Define what customer would churn from Sparkify's online services. The project uses PySpark to engineer features and to build classification model to predict churn.
In case of troubles loading the .ipnb files wihtin Github, you can copy/paste the link of the document here: https://nbviewer.jupyter.org/
Attention: Data sets were not added to the repository due to their size. The SparkifySpark version reads data from the cluster, adjustments might be needed if the code is tested: the correct path to the data sets should be entered in the df call!
Sparkify (a made-up company) provides online music services. With this project we developed a machine learning model to predict customer churn. The project uses PySpark libraries and it was developed with Jupyter notebooks developed on a local PC. A Spark cluster was also used in IBM Watson Studio. There are three data sets available with customer data - mini, medium, and a 12GB data set. None of them are available in this repository due to their size. Mini version was used locally, and the medium-sized data was used in the cluster. The project consists of:
- Jupyter Notebook - where all code is available (working and final version)
- Blog post
- Github repository - the present repository with all files and folders
Customer churn is a very challenging area and it gives many opportunities for analyses. I used PySpark to load, transform data and build machine learning algorithm to predict Sparkify's users churn. It was important to find a way to get a realistic probability for users who are prompt to churn based on some features like gender, location, workday, songs played, etc. With the help of several PySpark libraries I explored the data, engineered the most appropriate features, designed a machine learning pipeline and chose the most appropriate model for predicting churn. It is a classification task that required Logistic Regression, Random Forest Classifier or other classification model.
To define if I worked correctly and if we can count on the ML model I needed some metrics. For this project I used area under AUC-ROC as a performance metric. Even if accuracy is a very popular metric, it's not the best choice for a binary classification problems which often produce unbalanced data. Like fraud, or spam filters, customer churn data of Sparkify has classes that are distributed unequally. For example, when we run our logistic model it had remarkable accuracy of 99% but AUC-ROC= 65%. ROC (receiver operating curve) is the visual representation of performance of binary classifier. False Positive Rate vs True Positive Rate is plotted to get the visual understanding of the classifier's performance. I chose Logistic regression over Random Forest as it was 23% more performant (0.65 vs 0.5).
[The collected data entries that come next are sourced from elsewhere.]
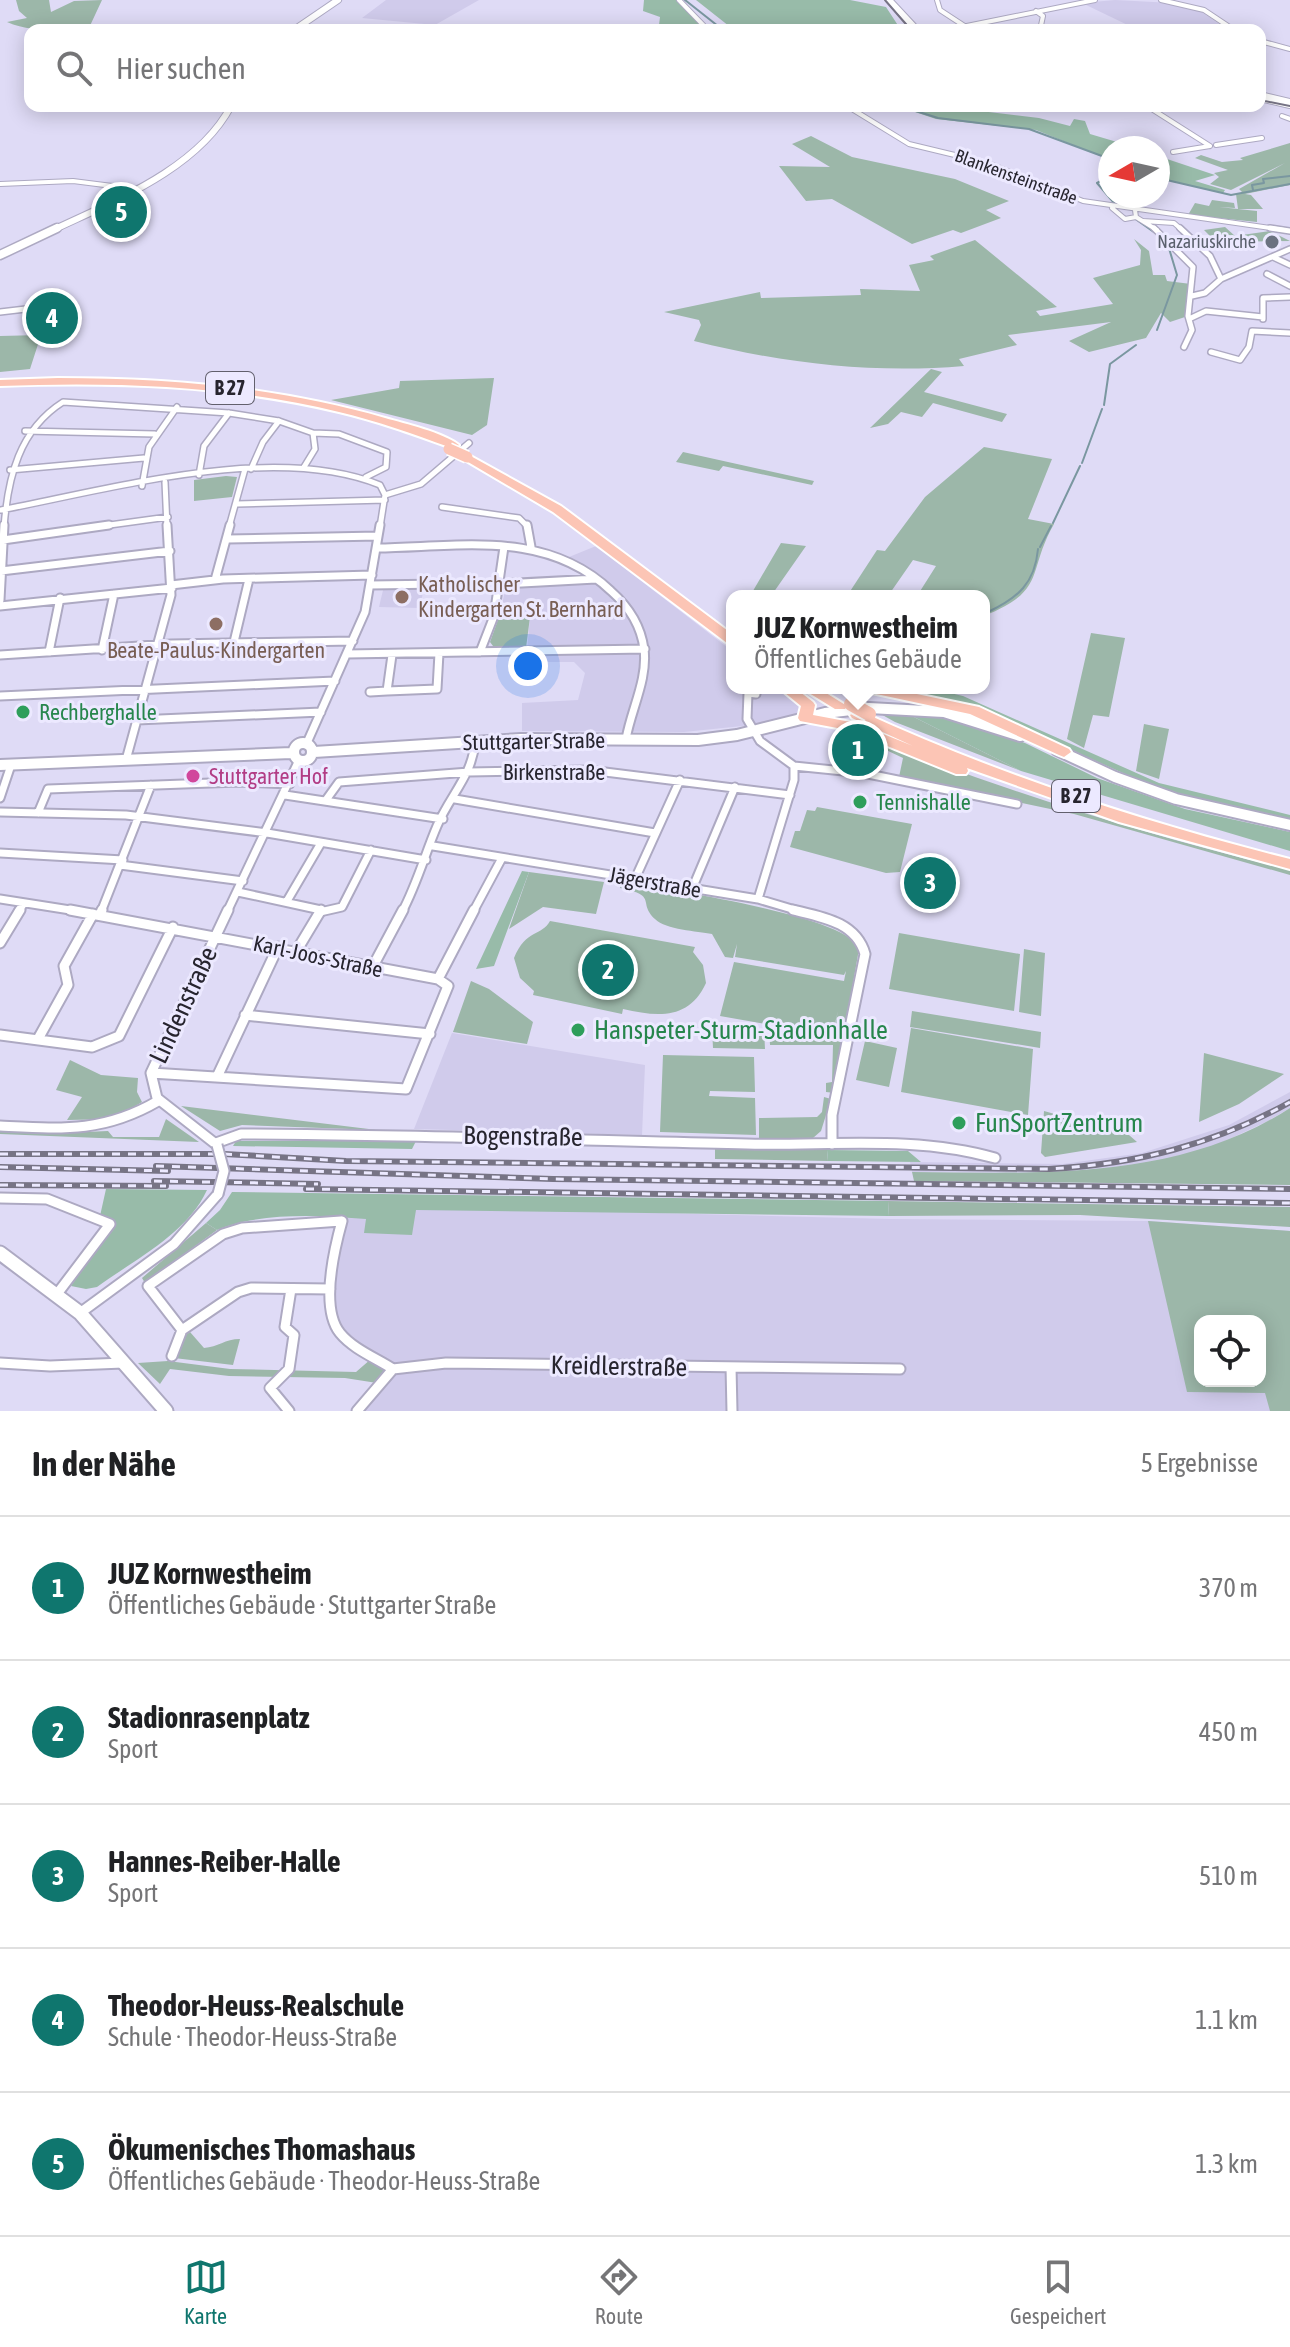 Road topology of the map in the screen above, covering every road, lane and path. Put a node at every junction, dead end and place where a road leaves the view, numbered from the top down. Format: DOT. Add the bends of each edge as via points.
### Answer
graph roads {
  1 [pos="338,0"];
  2 [pos="679,0"];
  3 [pos="889,0"];
  4 [pos="937,0"];
  5 [pos="1095,0"];
  6 [pos="1161,0"];
  7 [pos="1086,1"];
  8 [pos="1036,11"];
  9 [pos="303,24"];
  10 [pos="702,24"];
  11 [pos="911,24"];
  12 [pos="962,24"];
  13 [pos="980,24"];
  14 [pos="1041,24"];
  15 [pos="1225,24"];
  16 [pos="1266,45"];
  17 [pos="1290,51"];
  18 [pos="1266,97"];
  19 [pos="1290,103"];
  20 [pos="228,112"];
  21 [pos="857,112"];
  22 [pos="1157,112"];
  23 [pos="1282,116"];
  24 [pos="1290,119"];
  25 [pos="1262,138"];
  26 [pos="1213,145"];
  27 [pos="1173,152"];
  28 [pos="0,184"];
  29 [pos="128,188"];
  30 [pos="1098,204"];
  31 [pos="1112,208"];
  32 [pos="1137,216"];
  33 [pos="1290,233"];
  34 [pos="1290,246"];
  35 [pos="0,255"];
  36 [pos="1273,257"];
  37 [pos="1290,265"];
  38 [pos="1267,274"];
  39 [pos="1221,279"];
  40 [pos="1290,286"];
  41 [pos="1192,296"];
  42 [pos="1290,297"];
  43 [pos="68,304"];
  44 [pos="0,312"];
  45 [pos="1263,317"];
  46 [pos="1189,319"];
  47 [pos="1263,329"];
  48 [pos="1290,333"];
  49 [pos="1184,347"];
  50 [pos="1211,352"];
  51 [pos="0,385"];
  52 [pos="177,407"];
  53 [pos="229,413"];
  54 [pos="279,421"];
  55 [pos="25,431"];
  56 [pos="313,433"];
  57 [pos="155,434"];
  58 [pos="452,451"];
  59 [pos="469,451"];
  60 [pos="144,458"];
  61 [pos="304,467"];
  62 [pos="248,469"];
  63 [pos="10,470"];
  64 [pos="199,475"];
  65 [pos="366,477"];
  66 [pos="165,482"];
  67 [pos="142,486"];
  68 [pos="385,498"];
  69 [pos="237,504"];
  70 [pos="442,507"];
  71 [pos="2,509"];
  72 [pos="168,517"];
  73 [pos="378,536"];
  74 [pos="228,539"];
  75 [pos="3,540"];
  76 [pos="504,547"];
  77 [pos="531,547"];
  78 [pos="377,548"];
  79 [pos="170,551"];
  80 [pos="1,571"];
  81 [pos="372,575"];
  82 [pos="249,579"];
  83 [pos="596,579"];
  84 [pos="215,580"];
  85 [pos="444,584"];
  86 [pos="501,584"];
  87 [pos="370,585"];
  88 [pos="172,587"];
  89 [pos="114,594"];
  90 [pos="60,598"];
  91 [pos="0,602"];
  92 [pos="692,610"];
  93 [pos="0,612"];
  94 [pos="726,628"];
  95 [pos="726,636"];
  96 [pos="353,641"];
  97 [pos="234,642"];
  98 [pos="726,642"];
  99 [pos="157,646"];
  100 [pos="645,649"];
  101 [pos="102,650"];
  102 [pos="49,652"];
  103 [pos="480,652"];
  104 [pos="439,653"];
  105 [pos="347,654"];
  106 [pos="0,655"];
  107 [pos="392,655"];
  108 [pos="335,681"];
  109 [pos="143,689"];
  110 [pos="387,691"];
  111 [pos="370,692"];
  112 [pos="748,694"];
  113 [pos="794,694"];
  114 [pos="820,694"];
  115 [pos="829,694"];
  116 [pos="900,694"];
  117 [pos="0,696"];
  118 [pos="852,710"];
  119 [pos="321,712"];
  120 [pos="805,718"];
  121 [pos="137,720"];
  122 [pos="754,731"];
  123 [pos="1018,735"];
  124 [pos="626,739"];
  125 [pos="475,741"];
  126 [pos="310,749"];
  127 [pos="1064,752"];
  128 [pos="295,756"];
  129 [pos="126,760"];
  130 [pos="6,765"];
  131 [pos="794,766"];
  132 [pos="469,772"];
  133 [pos="680,780"];
  134 [pos="290,784"];
  135 [pos="151,785"];
  136 [pos="735,787"];
  137 [pos="285,795"];
  138 [pos="790,795"];
  139 [pos="0,798"];
  140 [pos="455,799"];
  141 [pos="326,800"];
  142 [pos="1075,803"];
  143 [pos="1017,804"];
  144 [pos="0,812"];
  145 [pos="38,813"];
  146 [pos="140,818"];
  147 [pos="443,819"];
  148 [pos="1290,827"];
  149 [pos="267,833"];
  150 [pos="655,833"];
  151 [pos="321,843"];
  152 [pos="433,846"];
  153 [pos="371,850"];
  154 [pos="0,853"];
  155 [pos="1290,855"];
  156 [pos="502,858"];
  157 [pos="426,860"];
  158 [pos="121,862"];
  159 [pos="1290,864"];
  160 [pos="635,879"];
  161 [pos="243,881"];
  162 [pos="692,889"];
  163 [pos="238,892"];
  164 [pos="0,899"];
  165 [pos="758,899"];
  166 [pos="287,901"];
  167 [pos="24,903"];
  168 [pos="321,910"];
  169 [pos="96,914"];
  170 [pos="173,927"];
  171 [pos="216,935"];
  172 [pos="0,943"];
  173 [pos="278,947"];
  174 [pos="297,950"];
  175 [pos="372,968"];
  176 [pos="442,981"];
  177 [pos="245,1015"];
  178 [pos="430,1034"];
  179 [pos="0,1035"];
  180 [pos="38,1039"];
  181 [pos="151,1073"];
  182 [pos="217,1077"];
  183 [pos="158,1101"];
  184 [pos="0,1126"];
  185 [pos="216,1144"];
  186 [pos="832,1144"];
  187 [pos="995,1158"];
  188 [pos="0,1198"];
  189 [pos="0,1253"];
  190 [pos="291,1289"];
  191 [pos="330,1289"];
  192 [pos="57,1294"];
  193 [pos="80,1313"];
  194 [pos="182,1330"];
  195 [pos="172,1356"];
  196 [pos="0,1363"];
  197 [pos="123,1363"];
  198 [pos="731,1367"];
  199 [pos="393,1369"];
  200 [pos="900,1369"];
  201 [pos="166,1411"];
  202 [pos="289,1411"];
  203 [pos="357,1411"];
  204 [pos="732,1411"];
  1 -- 9 [label="main road"];
  2 -- 10 [label="street"];
  3 -- 11 [label="main road"];
  4 -- 12 [label="street" via="942,12"];
  5 -- 7 [label="street"];
  6 -- 15 [label="street" via="1204,10"];
  7 -- 8 [label="street"];
  8 -- 13 [label="street"];
  8 -- 14 [label="street" via="1043,16"];
  16 -- 17 [label="street"];
  18 -- 19 [label="main road"];
  20 -- 29 [label="main road" via="220,129 166,170"];
  21 -- 30 [label="street, Blankensteinstraße" via="909,144 988,163"];
  22 -- 26 [label="street"];
  23 -- 24 [label="street"];
  25 -- 26 [label="street"];
  26 -- 27 [label="street"];
  28 -- 29 [label="street" via="73,181"];
  29 -- 35 [label="main road" via="93,211"];
  31 -- 32 [label="street, Blankensteinstraße"];
  31 -- 32 [label="street" via="1125,219"];
  32 -- 33 [label="street, Blankensteinstraße" via="1237,220"];
  32 -- 39 [label="street" via="1174,223 1210,256"];
  32 -- 41 [label="street" via="1162,233 1193,267"];
  34 -- 36 [label="street"];
  36 -- 37 [label="street"];
  36 -- 39 [label="street"];
  38 -- 40 [label="street"];
  39 -- 41 [label="street"];
  41 -- 46 [label="street"];
  42 -- 45 [label="street" via="1263,298"];
  43 -- 44 [label="street"];
  45 -- 46 [label="street" via="1206,311"];
  45 -- 47 [label="street"];
  46 -- 49 [label="street" via="1191,337"];
  47 -- 48 [label="street"];
  47 -- 50 [label="street" via="1252,331 1240,360"];
  51 -- 58 [label="highway, B 27" via="127,384 247,394 346,414"];
  52 -- 53 [label="street"];
  52 -- 55 [label="street" via="56,405"];
  52 -- 57 [label="street"];
  53 -- 54 [label="street"];
  53 -- 64 [label="street" via="204,446"];
  54 -- 56 [label="street"];
  54 -- 62 [label="street"];
  55 -- 57 [label="street"];
  55 -- 63 [label="street"];
  56 -- 61 [label="street" via="315,449"];
  56 -- 65 [label="street" via="339,434 384,450 386,467"];
  57 -- 60 [label="street"];
  58 -- 59 [label="highway, B 27, bridge"];
  58 -- 68 [label="street" via="414,488"];
  59 -- 92 [label="highway, B 27"];
  59 -- 94 [label="highway, B 27" via="563,506"];
  60 -- 63 [label="street"];
  60 -- 67 [label="street"];
  61 -- 62 [label="street"];
  61 -- 65 [label="street"];
  62 -- 64 [label="street"];
  62 -- 69 [label="street"];
  63 -- 71 [label="street"];
  64 -- 66 [label="street"];
  65 -- 68 [label="street" via="380,485"];
  66 -- 67 [label="street"];
  66 -- 72 [label="street"];
  67 -- 71 [label="street"];
  68 -- 69 [label="street"];
  68 -- 73 [label="street"];
  69 -- 74 [label="street"];
  70 -- 77 [label="street" via="519,518 527,524"];
  71 -- 75 [label="street"];
  72 -- 75 [label="street"];
  72 -- 79 [label="street"];
  73 -- 74 [label="street"];
  73 -- 78 [label="street"];
  74 -- 84 [label="street"];
  75 -- 80 [label="street"];
  76 -- 77 [label="street"];
  76 -- 78 [label="street"];
  76 -- 86 [label="street"];
  77 -- 83 [label="street" via="564,555"];
  78 -- 81 [label="street"];
  79 -- 80 [label="street"];
  79 -- 88 [label="street"];
  80 -- 91 [label="street"];
  81 -- 82 [label="street"];
  81 -- 87 [label="street"];
  82 -- 84 [label="street"];
  82 -- 97 [label="street"];
  83 -- 86 [label="street"];
  83 -- 100 [label="street" via="637,620"];
  84 -- 88 [label="street"];
  85 -- 87 [label="street"];
  86 -- 103 [label="street"];
  87 -- 96 [label="street"];
  88 -- 89 [label="street"];
  88 -- 99 [label="street"];
  89 -- 90 [label="street"];
  89 -- 101 [label="street"];
  90 -- 91 [label="street"];
  90 -- 102 [label="street"];
  91 -- 93 [label="street"];
  92 -- 95 [label="highway, B 27"];
  92 -- 98 [label="highway"];
  96 -- 97 [label="street"];
  96 -- 105 [label="street"];
  97 -- 99 [label="street"];
  99 -- 101 [label="street"];
  99 -- 109 [label="street"];
  100 -- 103 [label="street"];
  100 -- 124 [label="street"];
  101 -- 102 [label="street"];
  102 -- 106 [label="street"];
  103 -- 104 [label="street"];
  104 -- 107 [label="street"];
  104 -- 110 [label="street" via="437,689"];
  105 -- 107 [label="street"];
  105 -- 108 [label="street"];
  107 -- 110 [label="street"];
  108 -- 109 [label="street"];
  108 -- 119 [label="street"];
  109 -- 117 [label="street"];
  109 -- 121 [label="street"];
  110 -- 111 [label="street"];
  112 -- 122 [label="street" via="746,713"];
  113 -- 120 [label="highway" via="808,705"];
  114 -- 118 [label="highway, B 27"];
  115 -- 118 [label="highway, B 27"];
  116 -- 127 [label="highway, B 27" via="974,710"];
  118 -- 120 [label="main road, Stuttgarter Straße"];
  118 -- 123 [label="main road, Stuttgarter Straße" via="925,709"];
  118 -- 142 [label="highway, B 27" via="961,762"];
  118 -- 155 [label="highway, B 27" via="1041,785"];
  119 -- 121 [label="street"];
  119 -- 126 [label="street"];
  120 -- 122 [label="main road, Stuttgarter Straße"];
  120 -- 142 [label="highway, B 27" via="851,726 955,769"];
  121 -- 129 [label="street"];
  122 -- 124 [label="main road, Stuttgarter Straße" via="698,740"];
  122 -- 131 [label="street" via="770,752"];
  123 -- 127 [label="main road"];
  123 -- 148 [label="main road" via="1162,798"];
  124 -- 125 [label="main road, Stuttgarter Straße"];
  125 -- 126 [label="main road, Stuttgarter Straße"];
  125 -- 132 [label="street"];
  126 -- 128 [label="main road, Stuttgarter Straße" via="309,758"];
  127 -- 148 [label="main road" via="1176,799"];
  128 -- 129 [label="main road, Stuttgarter Straße"];
  128 -- 134 [label="street, Lindenstraße"];
  129 -- 130 [label="main road, Stuttgarter Straße"];
  130 -- 139 [label="street"];
  131 -- 138 [label="street"];
  131 -- 143 [label="street" via="863,773"];
  132 -- 133 [label="street, Birkenstraße" via="589,770"];
  132 -- 140 [label="street"];
  132 -- 141 [label="street, Birkenstraße" via="339,782"];
  133 -- 136 [label="street, Birkenstraße"];
  133 -- 150 [label="street"];
  134 -- 135 [label="street"];
  134 -- 137 [label="street, Lindenstraße"];
  135 -- 145 [label="street" via="48,789"];
  135 -- 146 [label="street"];
  136 -- 138 [label="street, Birkenstraße"];
  136 -- 162 [label="street"];
  137 -- 141 [label="street"];
  137 -- 149 [label="street, Lindenstraße"];
  138 -- 165 [label="street"];
  140 -- 147 [label="street"];
  140 -- 150 [label="street"];
  141 -- 147 [label="street"];
  142 -- 159 [label="highway, B 27"];
  144 -- 145 [label="street"];
  145 -- 146 [label="street"];
  146 -- 149 [label="street"];
  146 -- 158 [label="street"];
  147 -- 152 [label="street"];
  149 -- 151 [label="street"];
  149 -- 161 [label="street, Lindenstraße"];
  150 -- 160 [label="street"];
  151 -- 153 [label="street"];
  151 -- 166 [label="street"];
  152 -- 156 [label="street, Jägerstraße"];
  152 -- 157 [label="street"];
  153 -- 157 [label="street"];
  153 -- 168 [label="street" via="342,907"];
  154 -- 158 [label="street"];
  156 -- 160 [label="street, Jägerstraße"];
  156 -- 176 [label="street"];
  157 -- 175 [label="street"];
  158 -- 161 [label="street"];
  158 -- 169 [label="street"];
  160 -- 162 [label="street, Jägerstraße"];
  161 -- 163 [label="street, Lindenstraße"];
  162 -- 165 [label="street, Jägerstraße"];
  163 -- 166 [label="street"];
  163 -- 171 [label="street, Lindenstraße"];
  164 -- 167 [label="street, Karl-Joos-Straße"];
  165 -- 186 [label="street, Jägerstraße" via="853,927 865,943 832,1115"];
  166 -- 168 [label="street"];
  167 -- 169 [label="street, Karl-Joos-Straße"];
  167 -- 172 [label="street"];
  168 -- 174 [label="street"];
  169 -- 170 [label="street, Karl-Joos-Straße"];
  169 -- 180 [label="street" via="64,966 68,985"];
  170 -- 171 [label="street, Karl-Joos-Straße"];
  170 -- 180 [label="street" via="119,1036 92,1047"];
  171 -- 173 [label="street, Karl-Joos-Straße"];
  171 -- 181 [label="street, Lindenstraße"];
  173 -- 174 [label="street, Karl-Joos-Straße"];
  173 -- 177 [label="street"];
  174 -- 175 [label="street, Karl-Joos-Straße"];
  175 -- 176 [label="street, Karl-Joos-Straße"];
  176 -- 178 [label="street" via="448,991"];
  177 -- 178 [label="street"];
  177 -- 182 [label="street"];
  178 -- 182 [label="street" via="406,1089"];
  179 -- 180 [label="street"];
  181 -- 182 [label="street"];
  181 -- 183 [label="street, Lindenstraße"];
  183 -- 184 [label="street" via="107,1127"];
  183 -- 185 [label="street" via="207,1132"];
  185 -- 186 [label="street, Bogenstraße" via="241,1134 288,1134"];
  185 -- 193 [label="street, bridge" via="224,1171 218,1194 198,1221"];
  186 -- 187 [label="street, Bogenstraße" via="906,1145"];
  188 -- 192 [label="street" via="47,1199 110,1224"];
  189 -- 192 [label="main road"];
  190 -- 191 [label="street"];
  190 -- 194 [label="street" via="238,1292"];
  190 -- 202 [label="street" via="285,1327 294,1335 289,1369 270,1388"];
  191 -- 194 [label="street" via="343,1222 242,1228 223,1234 148,1286"];
  191 -- 199 [label="street" via="332,1324"];
  192 -- 193 [label="main road"];
  193 -- 197 [label="main road"];
  194 -- 195 [label="street"];
  196 -- 197 [label="street"];
  197 -- 201 [label="main road"];
  198 -- 199 [label="street, Kreidlerstraße" via="446,1363"];
  198 -- 200 [label="street, Kreidlerstraße"];
  198 -- 204 [label="street"];
  199 -- 203 [label="street"];
}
As the famous British statistician George Box stated "All models are wrong but some are useful", we should not be over confident with the machine learning algorithms. We have to link the models to the business context and make some assumptions about their use. For me, predicting churn was a challenging task and I would not say that my model is the best possible solution. However, it gave me a fresh inside and a reasonable confidence that with the right features, I can identify some Sparkify clients who are prompt to churn.
The reposisotory contains all necessary documents (except the data sets):
- License
- Readme
- SparkifyDraft - working version of Jupyter notebook.
- SparkifySpark - final version of Jupyter notebook. Generated and used in the IBM Watson Studio.
Numpy, Pandas, MatplotLib, Seaborn, Plotly, Datetime, PySpark.
The project is part of the Udacity Data Science Nanodegree program.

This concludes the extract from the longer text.